Is it possible to build an electricity generator that is driven by the relative rotation between a gyro and earths rotation with their axes being perpendicular? Would it be hard to get enough power to overcome friction and get some surplus power? I guess because it rotates only once per day it would be practical to lift a weight and turn its potential energy into electricity every now and then rather than using a direct generator or a speed up gear.
I thought about mentioning that. But ... say we are at the equator. The gyro's axis initially is vertical and is mounted in a hollow sphere. The sphere's axis is mounted horizontally with a north-south orientation. Now the gyro's axis will remain perpendicular to earth's axis.
Maybe there will be some change of earth's precession, but I'm not worried about that. Hopefully it will not cause major earth quakes or climate changes. Could we choose to either increase or decrease earths precession?
But this means that earths axis will change until it is aligned with the gyro. Certainly a long order process.
Maybe my description was unclear. I'll try again: We are (not necessarily) at the equator. There is a hollow sphere with bearings on the outside so it can rotate with its axis parallell to earths axis. On the inside of the equator of the sphere there are 2 bearings that hold a gyro so it will spin perpendicular to the spheres axis. Now there is no way the gyro can align its axis with earths
*current* axis, whether I extract energy or not.

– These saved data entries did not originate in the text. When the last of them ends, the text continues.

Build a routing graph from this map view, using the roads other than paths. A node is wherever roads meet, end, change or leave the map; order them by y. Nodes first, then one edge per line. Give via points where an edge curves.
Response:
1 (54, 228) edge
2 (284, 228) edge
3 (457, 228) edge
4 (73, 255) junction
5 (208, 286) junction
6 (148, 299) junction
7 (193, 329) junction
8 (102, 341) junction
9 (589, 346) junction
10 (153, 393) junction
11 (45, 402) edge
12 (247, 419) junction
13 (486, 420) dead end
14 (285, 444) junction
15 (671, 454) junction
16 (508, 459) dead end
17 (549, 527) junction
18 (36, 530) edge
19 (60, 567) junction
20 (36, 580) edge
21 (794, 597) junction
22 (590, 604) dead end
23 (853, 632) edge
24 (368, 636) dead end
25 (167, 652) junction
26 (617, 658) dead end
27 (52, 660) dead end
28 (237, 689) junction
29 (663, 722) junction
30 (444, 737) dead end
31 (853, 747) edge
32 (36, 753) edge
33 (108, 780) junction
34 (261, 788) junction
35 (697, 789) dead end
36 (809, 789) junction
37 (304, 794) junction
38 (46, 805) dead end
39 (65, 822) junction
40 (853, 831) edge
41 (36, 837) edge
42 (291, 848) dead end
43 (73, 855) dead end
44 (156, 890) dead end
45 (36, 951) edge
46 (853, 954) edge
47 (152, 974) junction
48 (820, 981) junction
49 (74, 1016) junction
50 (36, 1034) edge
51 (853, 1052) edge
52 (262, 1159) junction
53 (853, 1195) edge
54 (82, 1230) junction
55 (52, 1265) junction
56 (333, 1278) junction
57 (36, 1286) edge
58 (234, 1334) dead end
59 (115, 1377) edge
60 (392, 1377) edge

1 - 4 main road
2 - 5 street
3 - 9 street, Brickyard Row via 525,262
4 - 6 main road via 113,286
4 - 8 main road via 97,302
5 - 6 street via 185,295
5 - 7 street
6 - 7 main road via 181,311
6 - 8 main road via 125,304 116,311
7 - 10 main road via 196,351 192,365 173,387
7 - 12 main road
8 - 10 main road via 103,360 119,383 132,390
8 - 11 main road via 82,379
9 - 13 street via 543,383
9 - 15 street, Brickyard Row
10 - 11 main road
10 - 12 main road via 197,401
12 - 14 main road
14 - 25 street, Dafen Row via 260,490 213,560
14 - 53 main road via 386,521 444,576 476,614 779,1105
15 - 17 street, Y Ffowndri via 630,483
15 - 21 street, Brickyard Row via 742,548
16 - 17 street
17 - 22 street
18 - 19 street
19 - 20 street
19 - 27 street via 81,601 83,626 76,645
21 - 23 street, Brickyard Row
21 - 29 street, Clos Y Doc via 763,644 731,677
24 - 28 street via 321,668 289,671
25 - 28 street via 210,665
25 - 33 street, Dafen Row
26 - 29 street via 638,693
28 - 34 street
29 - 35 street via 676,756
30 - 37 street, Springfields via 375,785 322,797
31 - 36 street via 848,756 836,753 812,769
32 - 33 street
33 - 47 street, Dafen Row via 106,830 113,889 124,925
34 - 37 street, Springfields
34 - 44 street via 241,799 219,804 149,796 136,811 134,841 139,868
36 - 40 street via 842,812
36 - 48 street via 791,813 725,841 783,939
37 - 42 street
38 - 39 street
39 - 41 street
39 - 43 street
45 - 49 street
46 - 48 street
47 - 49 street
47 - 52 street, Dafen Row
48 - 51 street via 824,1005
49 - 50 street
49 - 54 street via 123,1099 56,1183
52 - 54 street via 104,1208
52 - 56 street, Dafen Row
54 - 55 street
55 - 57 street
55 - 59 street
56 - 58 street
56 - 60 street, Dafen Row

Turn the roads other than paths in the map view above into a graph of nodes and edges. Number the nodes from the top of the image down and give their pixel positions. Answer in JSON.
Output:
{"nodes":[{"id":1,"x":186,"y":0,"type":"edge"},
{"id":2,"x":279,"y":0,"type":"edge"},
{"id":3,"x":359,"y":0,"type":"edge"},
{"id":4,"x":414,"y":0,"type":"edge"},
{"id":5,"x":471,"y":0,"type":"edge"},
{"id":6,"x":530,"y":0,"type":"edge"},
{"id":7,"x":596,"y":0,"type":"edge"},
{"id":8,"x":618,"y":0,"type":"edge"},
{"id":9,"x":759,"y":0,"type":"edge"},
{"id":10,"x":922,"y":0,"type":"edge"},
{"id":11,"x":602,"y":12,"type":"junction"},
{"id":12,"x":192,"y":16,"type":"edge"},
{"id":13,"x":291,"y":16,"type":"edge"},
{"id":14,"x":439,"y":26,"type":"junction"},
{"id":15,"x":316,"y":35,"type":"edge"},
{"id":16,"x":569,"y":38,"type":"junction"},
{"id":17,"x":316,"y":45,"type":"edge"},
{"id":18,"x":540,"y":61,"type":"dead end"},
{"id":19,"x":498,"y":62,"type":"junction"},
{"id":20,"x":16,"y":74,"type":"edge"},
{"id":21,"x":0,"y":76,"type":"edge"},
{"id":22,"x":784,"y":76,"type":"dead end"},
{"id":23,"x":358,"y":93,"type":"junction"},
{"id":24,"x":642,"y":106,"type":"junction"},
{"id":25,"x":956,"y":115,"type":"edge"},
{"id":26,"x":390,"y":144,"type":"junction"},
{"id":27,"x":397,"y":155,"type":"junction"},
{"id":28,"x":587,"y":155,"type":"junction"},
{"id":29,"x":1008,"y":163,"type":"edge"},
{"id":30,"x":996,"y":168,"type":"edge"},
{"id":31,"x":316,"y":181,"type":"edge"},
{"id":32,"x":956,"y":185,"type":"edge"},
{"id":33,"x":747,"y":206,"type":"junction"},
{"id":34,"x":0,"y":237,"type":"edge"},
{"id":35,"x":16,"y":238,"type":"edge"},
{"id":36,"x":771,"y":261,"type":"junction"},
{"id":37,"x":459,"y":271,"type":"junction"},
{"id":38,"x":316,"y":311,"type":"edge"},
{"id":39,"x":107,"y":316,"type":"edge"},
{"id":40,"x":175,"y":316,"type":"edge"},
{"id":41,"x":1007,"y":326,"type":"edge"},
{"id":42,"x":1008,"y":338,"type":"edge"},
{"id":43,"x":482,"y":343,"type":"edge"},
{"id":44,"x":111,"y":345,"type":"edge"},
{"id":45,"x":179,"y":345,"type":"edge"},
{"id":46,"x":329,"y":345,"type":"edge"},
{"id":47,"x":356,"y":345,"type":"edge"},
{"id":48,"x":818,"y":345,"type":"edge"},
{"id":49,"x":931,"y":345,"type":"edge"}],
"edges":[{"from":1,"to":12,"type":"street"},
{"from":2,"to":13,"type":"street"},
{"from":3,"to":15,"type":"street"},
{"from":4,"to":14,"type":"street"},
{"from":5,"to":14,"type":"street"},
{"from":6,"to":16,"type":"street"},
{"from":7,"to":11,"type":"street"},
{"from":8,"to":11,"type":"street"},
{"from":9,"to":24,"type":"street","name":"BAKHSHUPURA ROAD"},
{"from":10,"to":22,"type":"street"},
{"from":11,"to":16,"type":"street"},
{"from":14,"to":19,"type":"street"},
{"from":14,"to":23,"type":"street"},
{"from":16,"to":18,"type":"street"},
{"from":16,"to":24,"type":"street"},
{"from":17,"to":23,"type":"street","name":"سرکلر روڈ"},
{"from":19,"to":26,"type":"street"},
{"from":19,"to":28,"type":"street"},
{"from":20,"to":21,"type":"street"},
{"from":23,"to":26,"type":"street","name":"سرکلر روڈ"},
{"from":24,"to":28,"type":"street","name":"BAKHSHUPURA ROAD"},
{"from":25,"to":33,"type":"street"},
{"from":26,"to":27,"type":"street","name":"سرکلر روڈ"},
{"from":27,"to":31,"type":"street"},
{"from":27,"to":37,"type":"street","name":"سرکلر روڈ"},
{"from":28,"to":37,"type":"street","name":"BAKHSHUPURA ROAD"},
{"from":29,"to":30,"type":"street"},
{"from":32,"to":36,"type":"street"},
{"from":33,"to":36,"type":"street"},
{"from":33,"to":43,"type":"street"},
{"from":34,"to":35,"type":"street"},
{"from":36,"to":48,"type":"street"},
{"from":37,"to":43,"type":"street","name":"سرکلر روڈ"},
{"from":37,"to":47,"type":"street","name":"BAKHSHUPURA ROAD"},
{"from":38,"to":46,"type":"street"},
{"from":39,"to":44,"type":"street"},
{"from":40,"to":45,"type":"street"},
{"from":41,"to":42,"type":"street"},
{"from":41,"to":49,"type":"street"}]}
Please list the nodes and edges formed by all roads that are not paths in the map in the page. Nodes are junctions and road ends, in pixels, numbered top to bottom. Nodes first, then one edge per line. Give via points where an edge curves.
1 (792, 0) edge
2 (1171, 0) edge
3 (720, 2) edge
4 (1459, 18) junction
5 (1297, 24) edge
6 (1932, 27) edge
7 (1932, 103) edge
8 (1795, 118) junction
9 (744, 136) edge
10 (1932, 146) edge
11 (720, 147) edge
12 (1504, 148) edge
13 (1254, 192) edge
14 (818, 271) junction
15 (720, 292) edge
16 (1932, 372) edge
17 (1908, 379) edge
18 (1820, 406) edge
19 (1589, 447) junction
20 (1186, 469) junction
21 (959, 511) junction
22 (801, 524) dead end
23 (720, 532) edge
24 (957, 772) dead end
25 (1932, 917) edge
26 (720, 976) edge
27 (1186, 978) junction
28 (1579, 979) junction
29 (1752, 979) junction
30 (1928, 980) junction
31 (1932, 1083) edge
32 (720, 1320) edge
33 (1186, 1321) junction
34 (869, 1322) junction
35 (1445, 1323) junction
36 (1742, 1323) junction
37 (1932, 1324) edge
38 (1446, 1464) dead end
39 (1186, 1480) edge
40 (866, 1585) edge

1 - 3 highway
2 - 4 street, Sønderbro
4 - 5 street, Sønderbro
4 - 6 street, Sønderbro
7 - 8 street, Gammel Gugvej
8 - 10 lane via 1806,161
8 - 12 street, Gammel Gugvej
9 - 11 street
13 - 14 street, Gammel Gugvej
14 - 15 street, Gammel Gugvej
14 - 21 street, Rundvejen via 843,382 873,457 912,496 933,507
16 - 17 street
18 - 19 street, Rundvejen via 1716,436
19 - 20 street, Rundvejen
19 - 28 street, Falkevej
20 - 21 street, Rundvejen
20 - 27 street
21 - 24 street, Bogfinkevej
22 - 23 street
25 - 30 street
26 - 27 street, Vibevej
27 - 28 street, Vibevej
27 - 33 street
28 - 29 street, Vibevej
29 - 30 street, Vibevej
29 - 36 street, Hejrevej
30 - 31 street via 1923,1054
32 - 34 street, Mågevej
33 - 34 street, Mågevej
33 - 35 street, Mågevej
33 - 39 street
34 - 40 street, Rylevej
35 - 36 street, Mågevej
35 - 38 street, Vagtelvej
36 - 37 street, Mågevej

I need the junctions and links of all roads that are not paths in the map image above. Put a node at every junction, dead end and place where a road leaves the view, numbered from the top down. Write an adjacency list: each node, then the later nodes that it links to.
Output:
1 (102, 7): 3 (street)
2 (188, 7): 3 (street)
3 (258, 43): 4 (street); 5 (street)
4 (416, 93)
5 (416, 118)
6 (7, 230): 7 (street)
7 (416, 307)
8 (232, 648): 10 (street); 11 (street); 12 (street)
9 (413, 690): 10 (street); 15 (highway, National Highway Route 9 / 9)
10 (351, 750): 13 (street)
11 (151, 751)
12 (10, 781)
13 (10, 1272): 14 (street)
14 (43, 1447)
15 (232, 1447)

Now I wonder what dimensions such a generator must have if it is to deliver 10 kW power. Top priority is reliability because the intended purpose is to support a facility that preserves humans at cryogenic temperatures. I guess it will be unpractical because it has too heavy and too many moving parts. Otherwise it would be an interesting option because the facility could be buried and sealed deeply underground. Safe from nukes or casual vandals. The currently best option IMO are solar powered thermoelectric elements.
No. It means the gyro's axis will be altered to match the Earth's. The fly will move.. not (much) the mountain.
Depends on your rate of energy removal. Suffice it to say that if it is on the order of the rate you put energy in to get the gyro up to speed, it'll be on the same order before the gyro puts out no more useful amount of energy.
This cannot be entirely true, if you are going to remove energy from the gyro.
Then you will get no energy out.
Use a moon. Create a tidal generator. Better still orbit Pluto or Charon. Plenty cold there, all the time. Not too many vandals either.
Since these bodies are already dead, what does "safe" mean?
But the gyro will resist to changing its axis and this torque can be used to extract energy. If the axes must align then why shouldn't earths axis change - just a tiny bit?
How would I do that? I don't like using the tides of the sea because I think that's to unreliable. The facility should remain operable even if human maintainance is absent for decades or centuries.
Yep, that might be an option. But the bodies must be protected from cosmic rays and asteroids which would mean heavy armor which makes the trip quite costly. Also maintainence is rather difficult. OTOH I see the average temperature is 50 K so there isn't really a need for maintainence. Landing on Pluto should be feasible once we are there and digging a hole might be possible to protect from rays and asteroids. The density of Pluto is only 1.1 g/cm3.
But then I guess it would probably take quite long until someone came there to revive us.
Cryopreserving a body shouldn't kill. It should preserve the information that makes up the mind so it can be scanned later and emulated in a computer or robot. So asteroids, cosmic rays, heat, vandals, whatever must be prevented from destroying the body/brain.